▶ **Exercise**: All lines of the entries with "Boulevard" in them must be listed.

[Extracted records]
**********

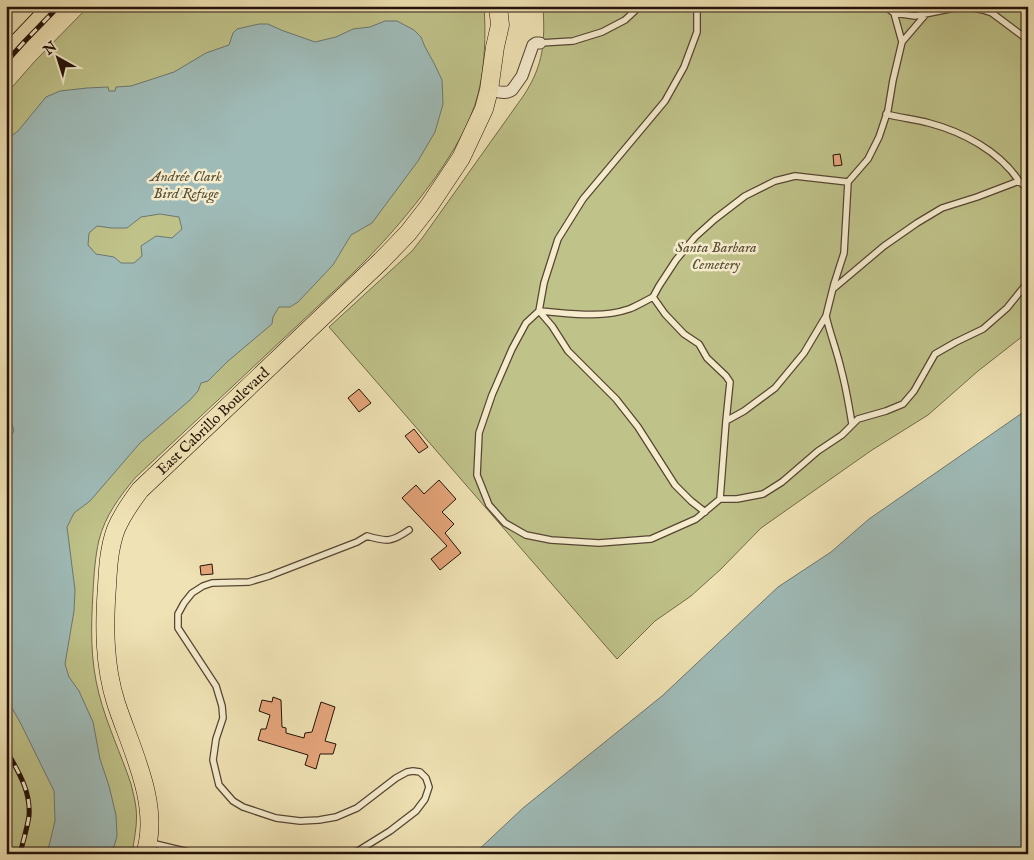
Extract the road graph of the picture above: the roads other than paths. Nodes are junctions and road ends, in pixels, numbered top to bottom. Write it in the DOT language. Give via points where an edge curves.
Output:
graph roads {
  1 [pos="25,6"];
  2 [pos="489,6"];
  3 [pos="498,6"];
  4 [pos="640,6"];
  5 [pos="698,6"];
  6 [pos="885,6"];
  7 [pos="994,6"];
  8 [pos="894,13"];
  9 [pos="992,13"];
  10 [pos="926,14"];
  11 [pos="6,26"];
  12 [pos="1028,40"];
  13 [pos="902,42"];
  14 [pos="540,43"];
  15 [pos="495,47"];
  16 [pos="489,90"];
  17 [pos="886,114"];
  18 [pos="1020,180"];
  19 [pos="848,182"];
  20 [pos="1028,189"];
  21 [pos="1028,282"];
  22 [pos="833,288"];
  23 [pos="653,297"];
  24 [pos="539,311"];
  25 [pos="826,316"];
  26 [pos="726,421"];
  27 [pos="852,424"];
  28 [pos="720,499"];
  29 [pos="705,512"];
  30 [pos="409,530"];
  31 [pos="147,848"];
  32 [pos="197,854"];
  33 [pos="353,854"];
  1 -- 11 [label="highway"];
  2 -- 15 [label="main road, East Cabrillo Boulevard"];
  3 -- 15 [label="main road, East Cabrillo Boulevard" via="500,25"];
  4 -- 14 [label="lane" via="625,20 602,32 573,41"];
  5 -- 24 [label="lane" via="697,32 684,67 665,101 583,199 558,239"];
  6 -- 8 [label="lane"];
  7 -- 9 [label="lane"];
  8 -- 10 [label="lane"];
  8 -- 13 [label="lane"];
  9 -- 10 [label="lane" via="964,6"];
  9 -- 12 [label="lane"];
  10 -- 13 [label="lane"];
  13 -- 17 [label="lane"];
  14 -- 16 [label="street" via="533,45 522,76 512,90"];
  15 -- 16 [label="main road, East Cabrillo Boulevard"];
  16 -- 31 [label="main road, East Cabrillo Boulevard" via="484,109 461,158 408,233 140,490 124,512 109,559 105,648 110,681 147,798 150,820"];
  17 -- 18 [label="lane" via="928,123 976,142 995,155"];
  17 -- 19 [label="lane" via="868,159"];
  18 -- 20 [label="lane"];
  18 -- 22 [label="lane" via="942,208 884,246"];
  19 -- 22 [label="lane" via="844,252"];
  19 -- 23 [label="lane" via="795,176 775,181 745,196 695,237"];
  21 -- 27 [label="lane" via="1007,308 983,329 935,354 903,404"];
  22 -- 25 [label="lane"];
  23 -- 24 [label="lane" via="628,309 603,315"];
  23 -- 26 [label="lane" via="684,334 699,344 707,358 730,382"];
  24 -- 29 [label="lane" via="568,351 616,399 676,485"];
  24 -- 29 [label="lane" via="526,323 512,349 480,433 477,475 489,506 505,523 526,535 599,543 651,539 696,520"];
  25 -- 26 [label="lane" via="804,353 775,388"];
  25 -- 27 [label="lane" via="841,367"];
  26 -- 28 [label="lane"];
  27 -- 28 [label="lane" via="763,494"];
  28 -- 29 [label="lane"];
  30 -- 33 [label="lane" via="393,540 367,536 249,582 203,586 192,593 178,614 178,628 216,686 222,706 223,718 212,760 219,785 233,801 276,818 319,820 357,808 407,772 420,772 426,778 426,799 416,811"];
  31 -- 32 [label="lane"];
}
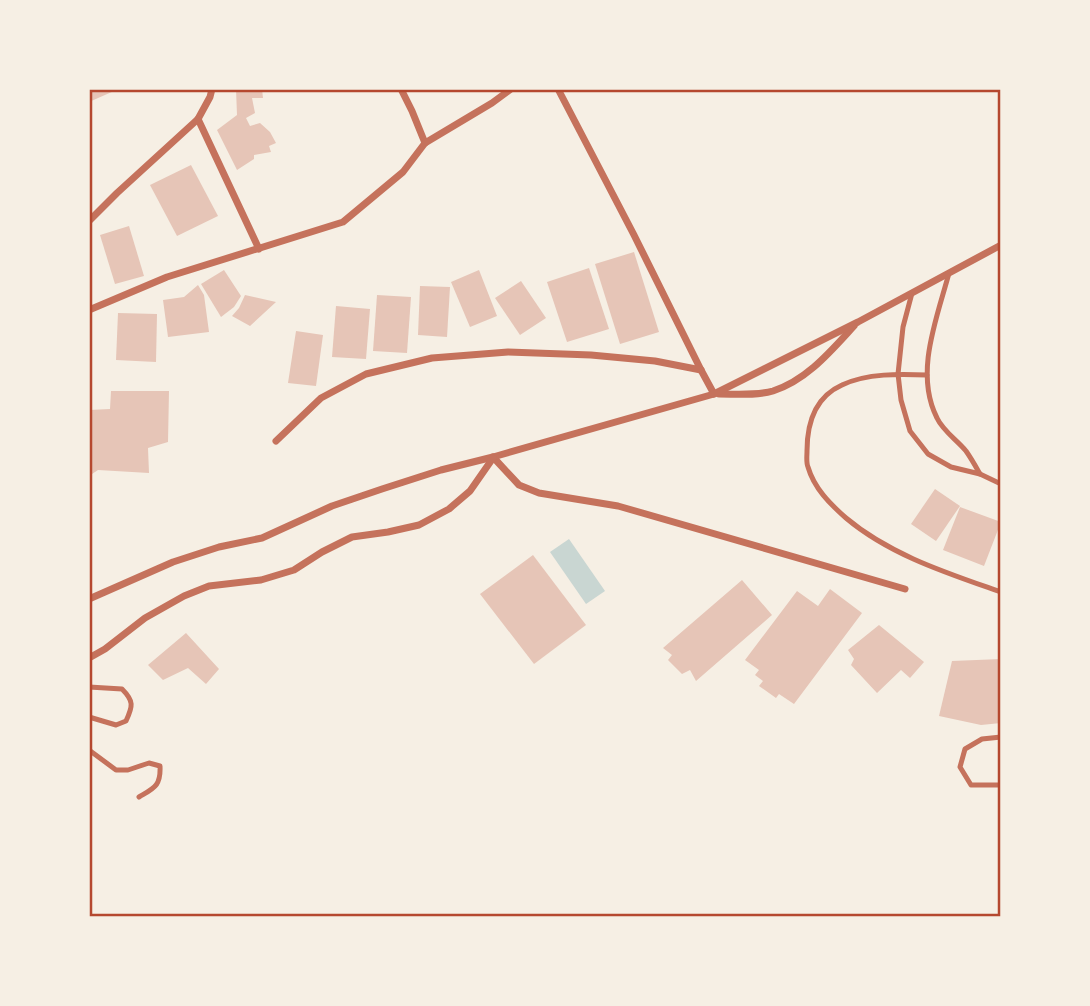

**********

▶ **Response box**:
  2 -- 15 [label="main road, East Cabrillo Boulevard"];
  3 -- 15 [label="main road, East Cabrillo Boulevard" via="500,25"];
  15 -- 16 [label="main road, East Cabrillo Boulevard"];
  16 -- 31 [label="main road, East Cabrillo Boulevard" via="484,109 461,158 408,233 140,490 124,512 109,559 105,648 110,681 147,798 150,820"];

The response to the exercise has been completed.